§ **Data for analysis**:
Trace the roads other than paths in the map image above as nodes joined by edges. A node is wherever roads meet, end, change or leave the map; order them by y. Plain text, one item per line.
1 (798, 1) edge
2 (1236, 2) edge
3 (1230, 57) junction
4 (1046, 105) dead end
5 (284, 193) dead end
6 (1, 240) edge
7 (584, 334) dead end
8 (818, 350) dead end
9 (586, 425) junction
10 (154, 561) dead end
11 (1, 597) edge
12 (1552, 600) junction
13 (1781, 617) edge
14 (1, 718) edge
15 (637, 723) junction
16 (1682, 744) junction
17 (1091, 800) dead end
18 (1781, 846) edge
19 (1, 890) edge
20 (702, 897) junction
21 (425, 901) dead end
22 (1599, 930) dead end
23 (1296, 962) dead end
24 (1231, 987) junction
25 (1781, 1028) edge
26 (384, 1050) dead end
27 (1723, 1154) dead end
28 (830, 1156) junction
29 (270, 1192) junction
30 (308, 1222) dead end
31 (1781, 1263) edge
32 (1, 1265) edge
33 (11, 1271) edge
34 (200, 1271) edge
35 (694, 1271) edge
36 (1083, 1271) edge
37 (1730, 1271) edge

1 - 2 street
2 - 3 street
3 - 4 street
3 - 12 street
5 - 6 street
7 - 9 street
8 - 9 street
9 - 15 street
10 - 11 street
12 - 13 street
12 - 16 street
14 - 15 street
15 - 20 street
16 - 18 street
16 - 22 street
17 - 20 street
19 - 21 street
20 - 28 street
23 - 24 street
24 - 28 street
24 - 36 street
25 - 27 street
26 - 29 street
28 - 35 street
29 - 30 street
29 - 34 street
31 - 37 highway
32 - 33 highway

§ **Exercise goal**:
Would you set down all the lines above, exactly and in full?

§ **Exercise response**:
Trace the roads other than paths in the map image above as nodes joined by edges. A node is wherever roads meet, end, change or leave the map; order them by y. Plain text, one item per line.
1 (798, 1) edge
2 (1236, 2) edge
3 (1230, 57) junction
4 (1046, 105) dead end
5 (284, 193) dead end
6 (1, 240) edge
7 (584, 334) dead end
8 (818, 350) dead end
9 (586, 425) junction
10 (154, 561) dead end
11 (1, 597) edge
12 (1552, 600) junction
13 (1781, 617) edge
14 (1, 718) edge
15 (637, 723) junction
16 (1682, 744) junction
17 (1091, 800) dead end
18 (1781, 846) edge
19 (1, 890) edge
20 (702, 897) junction
21 (425, 901) dead end
22 (1599, 930) dead end
23 (1296, 962) dead end
24 (1231, 987) junction
25 (1781, 1028) edge
26 (384, 1050) dead end
27 (1723, 1154) dead end
28 (830, 1156) junction
29 (270, 1192) junction
30 (308, 1222) dead end
31 (1781, 1263) edge
32 (1, 1265) edge
33 (11, 1271) edge
34 (200, 1271) edge
35 (694, 1271) edge
36 (1083, 1271) edge
37 (1730, 1271) edge

1 - 2 street
2 - 3 street
3 - 4 street
3 - 12 street
5 - 6 street
7 - 9 street
8 - 9 street
9 - 15 street
10 - 11 street
12 - 13 street
12 - 16 street
14 - 15 street
15 - 20 street
16 - 18 street
16 - 22 street
17 - 20 street
19 - 21 street
20 - 28 street
23 - 24 street
24 - 28 street
24 - 36 street
25 - 27 street
26 - 29 street
28 - 35 street
29 - 30 street
29 - 34 street
31 - 37 highway
32 - 33 highway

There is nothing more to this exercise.